Whoever fights against self-centered acquisitiveness and against the deceit in unjust social distinctions must fight them in a realistic way – a way that demonstrates a different way of life as a possibility that actually exists. If this is not done, purity in marriage and an end of murder cannot be demanded either. Not even for families with the soundest morals can anyone wish the blessing of many children, corresponding to the creative powers of God’s nature.7
Here the church has failed miserably. There are so many teenage mothers who are confronted by this question daily, yet receive no inner guidance, no emotional or economic support. Many feel they have no other choice than abortion: they have been the victim of sexual abuse; or they fear an angry boyfriend; or their parents have pressured them, saying that if they have the baby they can’t come home.
In speaking with groups of women who have had abortions, author Frederica Mathewes-Green discovered a near unanimous consensus as to why women have abortions: in nearly every case it is because of relationships. Women do not want abortions, she writes. They want support and hope.
I have found that a woman is most likely to choose abortion in order to please or protect the people that she cares about. Often she discovers too late that there is another person to whom she has obligations: her own unborn child. The grief that follows abortion springs from the conviction that, in a crisis, this relationship was fatally betrayed.
Supporting women with unplanned pregnancies means continuing what pregnancy-care centers have been doing all along: providing housing, medical care, clothing, counseling, and so forth.

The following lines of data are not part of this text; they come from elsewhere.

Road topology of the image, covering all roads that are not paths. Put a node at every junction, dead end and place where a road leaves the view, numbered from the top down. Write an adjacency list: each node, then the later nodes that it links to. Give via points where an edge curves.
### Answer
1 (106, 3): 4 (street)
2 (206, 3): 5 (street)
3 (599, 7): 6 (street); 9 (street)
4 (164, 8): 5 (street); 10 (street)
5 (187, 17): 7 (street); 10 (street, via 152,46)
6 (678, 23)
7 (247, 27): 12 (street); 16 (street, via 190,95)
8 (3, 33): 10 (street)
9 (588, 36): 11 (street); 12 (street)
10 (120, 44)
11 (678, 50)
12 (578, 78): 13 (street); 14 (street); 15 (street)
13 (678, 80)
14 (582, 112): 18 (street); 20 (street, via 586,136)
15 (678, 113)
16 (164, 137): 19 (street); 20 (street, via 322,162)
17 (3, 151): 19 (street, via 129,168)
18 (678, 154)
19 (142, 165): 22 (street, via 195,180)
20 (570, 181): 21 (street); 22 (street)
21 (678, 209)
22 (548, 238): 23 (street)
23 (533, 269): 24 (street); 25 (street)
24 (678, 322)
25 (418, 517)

But we should also be paying attention to becoming a steadfast friend, the most important help we can give, and to doing whatever we can to repair relationships in the family circle.8
In speaking out against abortion, therefore, we must not forget that few other sins cause more heartache or anguish of soul. Very few women today are offered viable alternatives, and almost none of them are pointed to God, who alone can answer their need. A woman who has had an abortion suffers great torment of conscience, and her isolation and endless pain can be healed only at the cross – only by finding Christ. Christians need to feel the immeasurable pain that so many women bear in their hearts for their lost children. Who of us can cast the first stone? (John 8:7) Woe to us if we ever become cold toward a woman who has had an abortion!
God loves every mother and every unborn child in a very special way. After all, he sent us his only son, Jesus, to earth in the form of a baby, through the womb of a mother. As Mother Teresa points out, even if a mother turns against her unborn child, God will not forget that little soul. He has carved each baby in the palm of his hand and has a plan for each life, not only on earth but for eternity. To those who are desperate enough to hinder God’s plan, we say with Mother Teresa, “Please don’t kill the child. I want the child. Please give the baby to me.”
Footnotes
- Eberhard Arnold, God’s Revolution (Farmington, PA: Plough, 1997), 135.
- I explore this more fully in Their Name Is Today: Reclaiming Childhood in a Hostile World (Walden, NY: Plough, 2014).
- Stanley Hauerwas, Unleashing the Scripture: Freeing the Bible from Captivity to America (Nashville: Abingdon, 1993), 131.
- Mother Teresa, speech at National Prayer Breakfast, Washington DC, February 3, 1994.
- Michael J. Gorman, Abortion and the Early Church: Christian, Jewish, and Pagan Attitudes in the Greco-Roman World (New York: Paulist, 1982), 47–62.
- Dietrich Bonhoeffer, Ethics (New York: Macmillan, 1975), 164
- Eberhard Arnold, Innerland (Farmington, PA: Plough, 1999), 37.
- Frederica Mathewes-Green, “Perspective,” The Plough 56 (Spring 1998), 33.